# Dataset
BEGIN

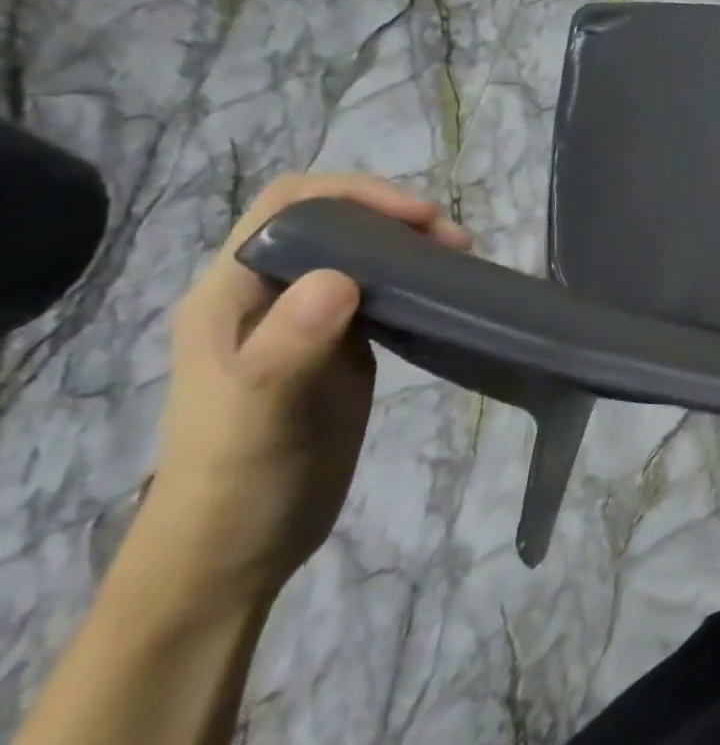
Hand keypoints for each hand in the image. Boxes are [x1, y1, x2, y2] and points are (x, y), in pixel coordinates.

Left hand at [143, 173, 468, 601]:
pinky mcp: (345, 347)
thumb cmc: (237, 480)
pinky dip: (419, 280)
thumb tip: (340, 278)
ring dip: (412, 245)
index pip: (292, 206)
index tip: (423, 219)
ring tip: (462, 263)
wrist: (237, 548)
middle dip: (396, 215)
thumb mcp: (257, 415)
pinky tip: (449, 296)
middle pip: (333, 221)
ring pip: (362, 253)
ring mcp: (309, 321)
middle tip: (456, 244)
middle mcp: (270, 295)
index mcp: (233, 294)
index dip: (357, 195)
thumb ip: (288, 345)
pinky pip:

END

# What this task involves
The reply should repeat the listing above exactly and contain no pictures.

# Solution
Hand keypoints for each hand in the image. Boxes are [x1, y1, x2, y2] and points are (x, y), in pixel coordinates.

Left hand at [143, 173, 468, 601]:
pinky mcp: (345, 347)
thumb cmc: (237, 480)
pinky dip: (419, 280)
thumb tip: (340, 278)
ring dip: (412, 245)
index pip: (292, 206)
index tip: (423, 219)
ring tip: (462, 263)
wrist: (237, 548)
middle dip: (396, 215)
thumb mcp: (257, 415)
pinky tip: (449, 296)
middle pip: (333, 221)
ring pip: (362, 253)
ring mcp: (309, 321)
middle tip: (456, 244)
middle mcp: (270, 295)
index mcp: (233, 294)
index dip: (357, 195)
thumb ip: (288, 345)
pinky pip:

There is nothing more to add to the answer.